[Source records]
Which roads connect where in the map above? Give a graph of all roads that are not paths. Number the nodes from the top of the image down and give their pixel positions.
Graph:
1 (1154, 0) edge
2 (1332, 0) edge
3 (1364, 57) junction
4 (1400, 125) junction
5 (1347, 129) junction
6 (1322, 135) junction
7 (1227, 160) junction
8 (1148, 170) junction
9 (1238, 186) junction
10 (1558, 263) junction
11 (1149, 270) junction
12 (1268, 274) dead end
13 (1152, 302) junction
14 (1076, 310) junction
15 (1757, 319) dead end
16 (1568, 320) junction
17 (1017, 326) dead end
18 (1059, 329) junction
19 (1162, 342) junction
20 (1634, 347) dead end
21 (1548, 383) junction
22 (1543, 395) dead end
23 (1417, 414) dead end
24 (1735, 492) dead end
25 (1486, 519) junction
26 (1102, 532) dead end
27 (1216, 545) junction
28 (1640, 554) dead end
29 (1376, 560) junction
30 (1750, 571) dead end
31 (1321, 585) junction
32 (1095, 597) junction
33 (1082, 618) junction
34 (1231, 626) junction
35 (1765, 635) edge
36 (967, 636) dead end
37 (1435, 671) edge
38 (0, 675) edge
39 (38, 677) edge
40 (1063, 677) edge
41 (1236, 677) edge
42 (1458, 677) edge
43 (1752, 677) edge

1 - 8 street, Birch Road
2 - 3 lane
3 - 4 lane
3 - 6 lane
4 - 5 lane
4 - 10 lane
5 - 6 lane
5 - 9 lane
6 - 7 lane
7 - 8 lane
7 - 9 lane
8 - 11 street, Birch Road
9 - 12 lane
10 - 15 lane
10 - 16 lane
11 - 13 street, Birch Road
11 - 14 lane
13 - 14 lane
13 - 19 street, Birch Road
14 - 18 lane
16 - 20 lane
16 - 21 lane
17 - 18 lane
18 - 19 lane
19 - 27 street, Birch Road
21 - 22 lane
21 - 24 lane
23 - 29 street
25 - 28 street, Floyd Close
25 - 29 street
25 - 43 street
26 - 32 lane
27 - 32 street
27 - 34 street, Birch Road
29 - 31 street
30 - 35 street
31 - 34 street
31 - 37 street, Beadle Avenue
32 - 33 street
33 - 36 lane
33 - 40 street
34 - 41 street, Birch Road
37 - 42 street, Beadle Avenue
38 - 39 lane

#### [ACTIVITY]
Search the entries above for "edge". Show every line that has it.

#### [SOLUTION FOR THIS TASK]
1 (1154, 0) edge
2 (1332, 0) edge
35 (1765, 635) edge
37 (1435, 671) edge
38 (0, 675) edge
39 (38, 677) edge
40 (1063, 677) edge
41 (1236, 677) edge
42 (1458, 677) edge
43 (1752, 677) edge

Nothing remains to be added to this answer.